Trabajadoras domesticas encuentran voz
Elaine Ayala | 2/18/2013, 11:59 p.m.
Temprano en las mañanas, mucho antes de que se despierte la séptima ciudad más grande del país, las trabajadoras domesticas ya se están dirigiendo al trabajo.
Suben a bordo de autobuses que las transportan al centro y otros que las llevan al norte, donde cocinan, limpian, cuidan a niños y ancianos -- y hasta las mascotas de los más ricos.
Araceli Herrera ha viajado con ellas, unas veces sin papeles, sin hablar bien el inglés (todavía le cuesta trabajo) y sin mucha autoestima, ella recuerda.
Hoy, ella es parte de un grupo emergente llamado Domesticas Unidas, United Domestic Workers, cuyo objetivo es capacitar a esta escondida mano de obra.
El sábado pasado, el grupo tuvo su primer taller, un seminario sobre el cuidado de niños. Alrededor de 40 asistieron.
Herrera asegura que es un comienzo.
Su objetivo es difundir un mensaje esencial: Que las amas de llaves, sean ciudadanas o no, tienen derecho a trabajar en un lugar seguro con salarios justos. Enseñar defensa propia es también de muchísima importancia.
Un estudio de 2012 encontró que estas mujeres operan detrás de las puertas, más allá del alcance del departamento de recursos humanos y con poca protección.
Herrera ofrece este escenario para ilustrar lo vulnerable que son: Una sirvienta conoce a un nuevo cliente y escucha la lista de sus tareas. Después, la patrona le informa su sueldo.
“No hay oportunidad de hablar”, Herrera señala, platicando en español.

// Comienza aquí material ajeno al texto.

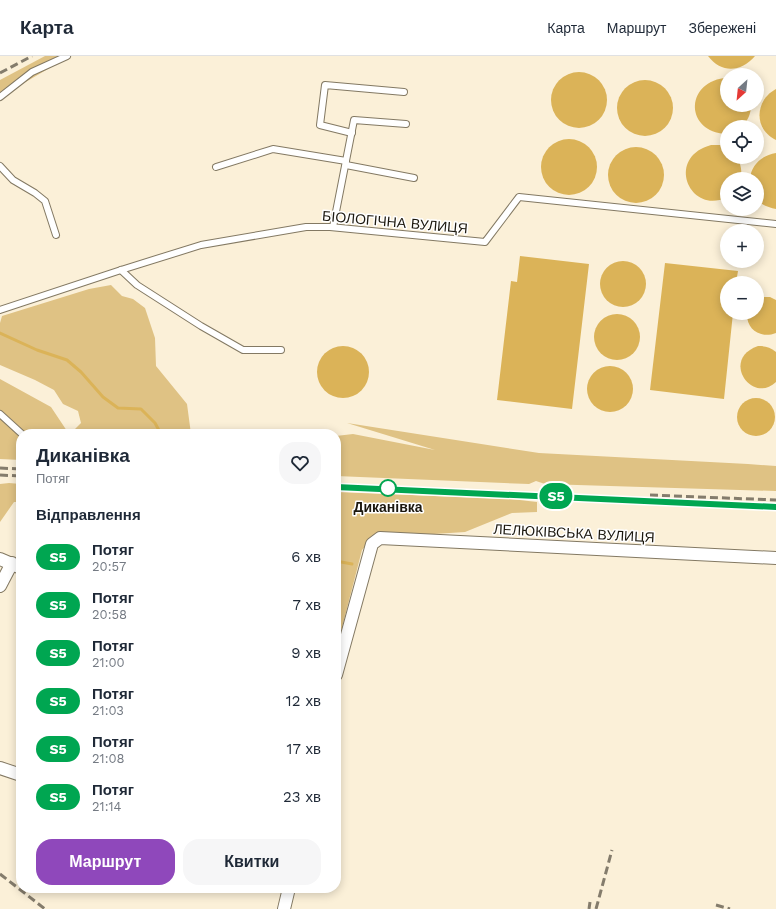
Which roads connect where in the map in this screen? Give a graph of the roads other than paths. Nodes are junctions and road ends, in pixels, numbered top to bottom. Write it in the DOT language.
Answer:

Una activista en la comunidad inmigrante por muchos años, Herrera ahora es ciudadana y una de las voceras del activismo local. Estuvo afiliada con el SouthWest Workers Union, que trabaja en defensa de las trabajadoras domesticas y otros grupos más.
Herrera todavía trabaja en las labores domésticas y ha enfrentado muchos de los temas que las trabajadoras revelaron en un sondeo nacional. Encontró que muchas de las mujeres que las contratan son justas, hasta generosas. Otras son “exigentes, explotadoras y abusivas”.
Estás son ustedes también, San Antonio. Gente local participó en la encuesta.
Herrera sabe de sirvientas que no han sido pagadas, que trabajan lastimadas, que han sido falsamente acusadas de robar y amenazadas con la deportación.
Ha conocido sirvientas que han sido sexualmente agobiadas por maridos e hijos adolescentes.
No todas reportan tantas atrocidades, por supuesto. Algunas tienen patronas que las apoyan. Una le dio a Herrera un carro usado para que no tenga que tomar el camión al trabajo.
Y muchas ganan más porque negociaron por más. Herrera ha aprendido a decir lo que piensa, a hablar en público y a prestar asistencia a otras.
Lo último, lo hace en paradas del autobús alrededor de Travis Park, donde las trabajadoras hacen sus conexiones en las horas de la mañana.
Le entrega panfletos. Tienen su número celular. Algunas la llaman.
Y Herrera se acerca con estas palabras de esperanza: “¿Sabes que las trabajadoras domesticas tienen derechos?”